Availability, latency, and cost: Withstanding regional outages
Multiregion deployments can improve availability and latency and can cost way less than you think. Aaron Blohowiak dives into his experience operating in multiple regions at scale at Netflix and shares the algebraic models, code, and incident management playbooks the company has developed to tame, refine, and leverage its approach.

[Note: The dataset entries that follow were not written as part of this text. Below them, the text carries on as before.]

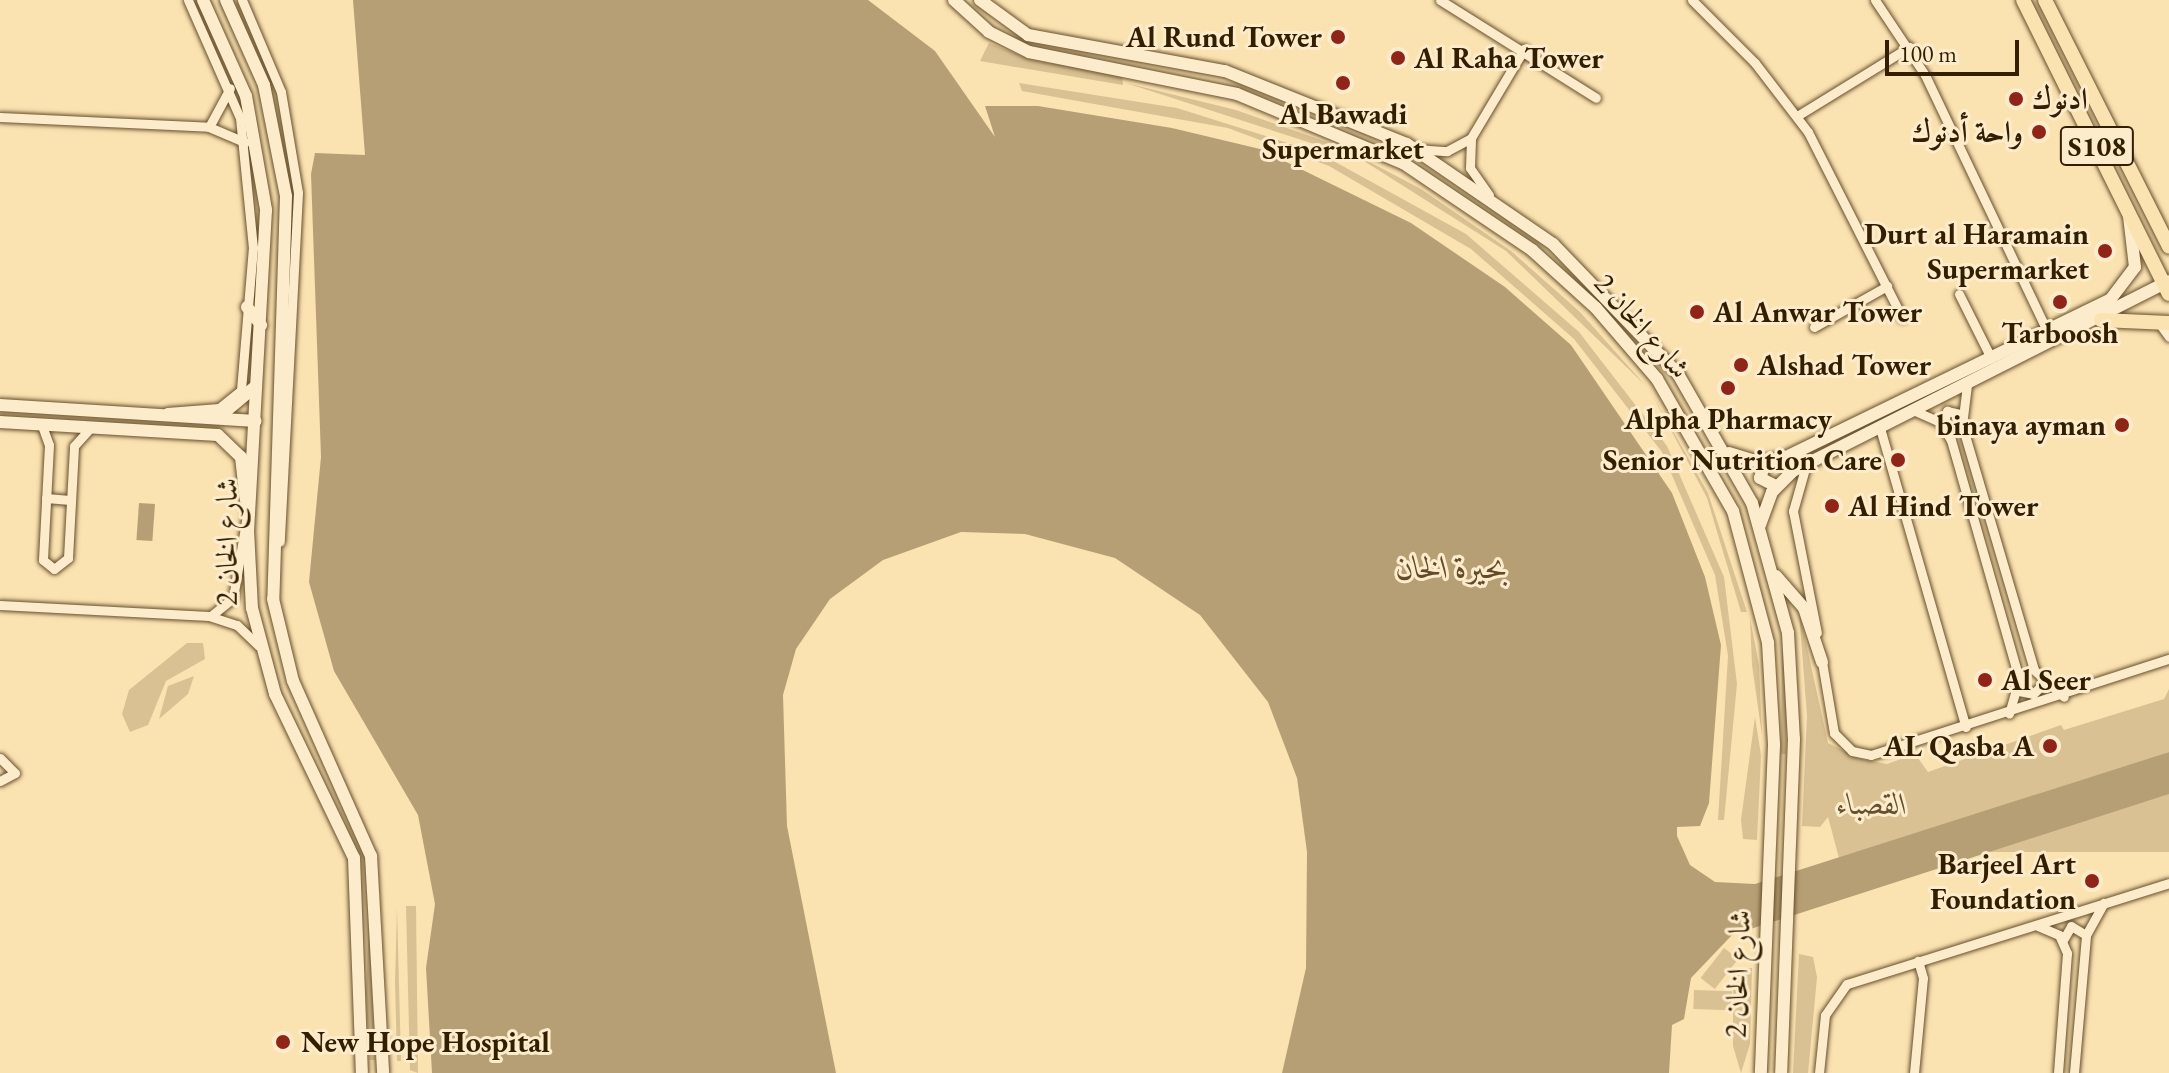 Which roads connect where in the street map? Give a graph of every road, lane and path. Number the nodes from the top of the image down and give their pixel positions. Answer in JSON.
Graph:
{"nodes":[{"id":1,"x":188,"y":0,"type":"edge"},
{"id":2,"x":203,"y":0,"type":"edge"},
{"id":3,"x":226,"y":0,"type":"edge"},
{"id":4,"x":242,"y":0,"type":"edge"},
{"id":5,"x":954,"y":0,"type":"edge"},
{"id":6,"x":980,"y":0,"type":"edge"},
{"id":7,"x":1440,"y":0,"type":"edge"},
{"id":8,"x":1692,"y":0,"type":"edge"},
{"id":9,"x":1875,"y":0,"type":"edge"},
{"id":10,"x":2023,"y":0,"type":"edge"},
{"id":11,"x":2045,"y":0,"type":"edge"},
{"id":12,"x":1909,"y":47,"type":"junction"},
{"id":13,"x":1524,"y":49,"type":"junction"},
{"id":14,"x":230,"y":85,"type":"junction"},
{"id":15,"x":1596,"y":98,"type":"dead end"},
{"id":16,"x":1797,"y":116,"type":"junction"},
{"id":17,"x":0,"y":117,"type":"edge"},
{"id":18,"x":209,"y":127,"type":"junction"},
{"id":19,"x":1471,"y":138,"type":"junction"},
{"id":20,"x":245,"y":142,"type":"junction"},
{"id":21,"x":1415,"y":149,"type":"junction"},
{"id":22,"x":296,"y":175,"type":"junction"},
{"id":23,"x":251,"y":181,"type":"junction"},
{"id":24,"x":265,"y":194,"type":"junction"},
{"id":25,"x":1489,"y":195,"type":"junction"},
{"id":26,"x":286,"y":196,"type":"junction"},
{"id":27,"x":2129,"y":212,"type":"junction"},
{"id":28,"x":2169,"y":247,"type":"edge"},
{"id":29,"x":1887,"y":286,"type":"junction"},
{"id":30,"x":2168,"y":287,"type":"edge"},
{"id":31,"x":1959,"y":294,"type":"dead end"},
{"id":32,"x":247,"y":307,"type":"junction"},
{"id":33,"x":1902,"y":317,"type":"dead end"},
{"id":34,"x":2153,"y":318,"type":"junction"},
{"id":35,"x":2101,"y":320,"type":"junction"},
{"id":36,"x":2169,"y":323,"type":"edge"},
{"id":37,"x":261,"y":325,"type":"junction"},
{"id":38,"x":1814,"y":327,"type":"dead end"},
{"id":39,"x":2047,"y":331,"type":"junction"},
{"id":40,"x":2169,"y":337,"type":"edge"},
{"id":41,"x":1991,"y":358,"type":"junction"},
{"id":42,"x":258,"y":383,"type":"junction"},
{"id":43,"x":1967,"y":385,"type":"junction"},
{"id":44,"x":0,"y":405,"type":"edge"},
{"id":45,"x":1915,"y":411,"type":"junction"},
{"id":46,"x":1960,"y":414,"type":"junction"},
{"id":47,"x":155,"y":415,"type":"junction"},
{"id":48,"x":216,"y":418,"type":"junction"},
{"id":49,"x":255,"y":421,"type":"junction"},
{"id":50,"x":0,"y":422,"type":"edge"},
{"id":51,"x":41,"y":423,"type":"junction"},
{"id":52,"x":1943,"y":425,"type":"junction"},
{"id":53,"x":92,"y":426,"type":"junction"},
{"id":54,"x":1880,"y":428,"type":"junction"},
{"id":55,"x":1729,"y":453,"type":"junction"},
{"id":56,"x":1766,"y":462,"type":"junction"},
{"id":57,"x":1807,"y":464,"type":"junction"},
{"id":58,"x":1776,"y":486,"type":"junction"},
{"id":59,"x":46,"y":498,"type":"junction"},
{"id":60,"x":70,"y":500,"type":"junction"},
{"id":61,"x":250,"y":510,"type":"junction"},
{"id":62,"x":1760,"y":525,"type":"junction"},
{"id":63,"x":1776,"y":576,"type":"junction"},
{"id":64,"x":273,"y":599,"type":"junction"},
{"id":65,"x":0,"y":605,"type":"edge"},
{"id":66,"x":209,"y":616,"type":"junction"},
{"id":67,"x":259,"y":646,"type":"junction"},
{"id":68,"x":2169,"y":659,"type":"edge"},
{"id":69,"x":1822,"y":662,"type":"junction"},
{"id":70,"x":2043,"y":684,"type":"junction"},
{"id":71,"x":2019,"y":691,"type":"junction"},
{"id":72,"x":2064,"y":697,"type":"junction"},
{"id":73,"x":2009,"y":714,"type":"junction"},
{"id":74,"x":1966,"y":727,"type":"junction"},
{"id":75,"x":0,"y":758,"type":"edge"},
{"id":76,"x":0,"y":781,"type":"edge"},
{"id":77,"x":2169,"y":883,"type":"edge"},
{"id":78,"x":376,"y":884,"type":"junction"},
{"id":79,"x":360,"y":886,"type":"junction"},
{"id":80,"x":2104,"y":903,"type":"junction"},
{"id":81,"x":360,"y":914,"type":"junction"},
{"id":82,"x":378,"y":914,"type":"junction"},
{"id":83,"x":2031,"y":925,"type":"junction"},
{"id":84,"x":2086,"y":935,"type":"junction"},
{"id":85,"x":2063,"y":940,"type":"junction"},
{"id":86,"x":1918,"y":961,"type":"junction"},
{"id":87,"x":362,"y":1073,"type":"edge"},
{"id":88,"x":383,"y":1073,"type":"edge"},
{"id":89,"x":1761,"y":1073,"type":"edge"},
{"id":90,"x":1781,"y":1073,"type":"edge"},
{"id":91,"x":1819,"y":1073,"type":"edge"},
{"id":92,"x":1914,"y":1073,"type":"edge"},
{"id":93,"x":2058,"y":1073,"type":"edge"},
{"id":94,"x":2074,"y":1073,"type":"edge"}],
"edges":[{"from":1,"to":14,"type":"street"},
{"from":2,"to":24,"type":"street","name":"شارع الخان 2"},
{"from":3,"to":26,"type":"street","name":"شارع الخان 2"},
{"from":4,"to":22,"type":"street"},
{"from":5,"to":89,"type":"street","name":"شارع الخان 2"},
{"from":6,"to":21,"type":"street","name":"شارع الخان 2"},
{"from":7,"to":13,"type":"street"},
{"from":8,"to":16,"type":"street"},
{"from":9,"to":12,"type":"street"},
{"from":10,"to":27,"type":"main road","number":"S108"},
{"from":11,"to":28,"type":"main road","number":"S108"},
{"from":12,"to":16,"type":"street"},
{"from":12,"to":39,"type":"street"},
{"from":13,"to":15,"type":"street"},
{"from":13,"to":19,"type":"street"},
{"from":14,"to":18,"type":"street"},
{"from":14,"to":20,"type":"street"},
{"from":16,"to":29,"type":"street"},
{"from":17,"to":18,"type":"street"},
{"from":18,"to":20,"type":"street"},
{"from":19,"to":21,"type":"street"},
{"from":19,"to":25,"type":"street"},
{"from":20,"to":23,"type":"street"},
{"from":21,"to":25,"type":"street","name":"شارع الخان 2"},
{"from":22,"to":26,"type":"street"},
{"from":22,"to":64,"type":"street"},
{"from":23,"to":24,"type":"street"},
{"from":23,"to":32,"type":"street"},
{"from":24,"to":37,"type":"street","name":"شارع الخان 2"},
{"from":25,"to":55,"type":"street","name":"شارع الخان 2"},
{"from":26,"to":64,"type":"street","name":"شارع الخان 2"},
{"from":27,"to":30,"type":"main road","number":"S108"},
{"from":27,"to":39,"type":"street"},
{"from":29,"to":33,"type":"street"},
{"from":29,"to":38,"type":"street"},
{"from":30,"to":35,"type":"street"},
{"from":31,"to":41,"type":"street"},
{"from":32,"to":37,"type":"street"},
{"from":32,"to":47,"type":"street"},
{"from":34,"to":35,"type":"main road"},
{"from":34,"to":36,"type":"main road"},
{"from":34,"to":40,"type":"street"},
{"from":35,"to":43,"type":"street"},
{"from":37,"to":42,"type":"street","name":"شارع الخان 2"},
{"from":39,"to":41,"type":"street"},
{"from":41,"to":56,"type":"street"},
{"from":42,"to":48,"type":"street"},
{"from":42,"to":49,"type":"street","name":"شارع الخان 2"},
{"from":43,"to":45,"type":"street"},
{"from":43,"to":46,"type":"street"},
{"from":44,"to":47,"type":"street"},
{"from":45,"to":52,"type":"street"},
{"from":45,"to":54,"type":"street"},
{"from":46,"to":52,"type":"street"},
{"from":46,"to":70,"type":"street"},
{"from":47,"to":48,"type":"street"},
{"from":48,"to":49,"type":"street"},
{"from":49,"to":61,"type":"street","name":"شارع الخان 2"},
{"from":50,"to":51,"type":"street"},
{"from":51,"to":53,"type":"street"},
{"from":51,"to":59,"type":"street"},
{"from":52,"to":71,"type":"street"},
{"from":53,"to":60,"type":"street"},
{"from":53,"to":61,"type":"street"},
{"from":54,"to":57,"type":"street"},
{"from":54,"to":74,"type":"street"},
{"from":55,"to":56,"type":"street"},
{"from":55,"to":62,"type":"street","name":"شارع الخان 2"},
{"from":56,"to":58,"type":"street"},
{"from":57,"to":58,"type":"street"},
{"from":57,"to":69,"type":"street"},
{"from":58,"to":62,"type":"street"},
{"from":59,"to":60,"type":"street"},
{"from":59,"to":60,"type":"street"},
{"from":61,"to":66,"type":"street"},
{"from":61,"to":67,"type":"street","name":"شارع الخان 2"},
{"from":62,"to":63,"type":"street","name":"شارع الخان 2"},
{"from":63,"to":69,"type":"street"},
{"from":63,"to":90,"type":"street","name":"شارع الخان 2"},
{"from":64,"to":78,"type":"street","name":"شارع الخان 2"},
{"from":65,"to":66,"type":"street"},
{"from":66,"to":67,"type":"street"},
{"from":67,"to":79,"type":"street","name":"شارع الخان 2"},
{"from":68,"to":72,"type":"street"},
{"from":69,"to":74,"type":"street"},
{"from":70,"to":71,"type":"street"},
{"from":70,"to":72,"type":"street"},
{"from":71,"to":73,"type":"street"},
{"from":72,"to":73,"type":"street"},
{"from":73,"to":74,"type":"street"},
{"from":75,"to":76,"type":"street"},
{"from":77,"to":80,"type":"street"},
{"from":78,"to":79,"type":"street"},
{"from":78,"to":82,"type":"street","name":"شارع الخان 2"},
{"from":79,"to":81,"type":"street","name":"شارع الخان 2"},
{"from":80,"to":83,"type":"street"},
{"from":80,"to":84,"type":"street"},
{"from":81,"to":82,"type":"street"},
{"from":81,"to":87,"type":"street","name":"شارع الخان 2"},
{"from":82,"to":88,"type":"street","name":"شارع الخان 2"},
{"from":83,"to":85,"type":"street"},
{"from":83,"to":86,"type":"street"},
{"from":84,"to":85,"type":"street"},
{"from":84,"to":94,"type":"street"},
{"from":85,"to":93,"type":"street"},
{"from":86,"to":91,"type":"street"},
{"from":86,"to":92,"type":"street"}]}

Talk Title | Availability, latency, and cost: Withstanding regional outages |
Speakers | Aaron Blohowiak (Netflix) |
Conference | Velocity |
Conf Tag | Build resilient systems at scale |
Location | New York, New York |
Date | September 20-22, 2016 |
URL | Talk Page |
Slides | Talk Slides |
Video | |
Running in multiple regions is better for your users through increased availability and lower latencies, and it won’t cost as much as you think. Netflix has turned region resiliency from a driver of cost and complexity into a strategic advantage by understanding human and system dynamics both at a high-level and in the nitty-gritty details. Calamity, heartbreak, and inefficiency drove the company to refine its approach—and its understanding—as it has matured. Executing a failover used to be an all-hands-on-deck situation that would bring VPs to the table. Now, it’s a matter of routine that usually concludes with a brief “all is well” email. Once you’ve decided to go multiregion, three major questions arise: How many regions do you need? How should you steer users to regions? And how do you actually perform the failover? Aaron Blohowiak dives into his experience operating in multiple regions at scale at Netflix and shares the algebraic models, code, and incident management playbooks the company has developed to tame, refine, and leverage its approach. He also offers an overview of the design considerations and system models Netflix used to make those decisions.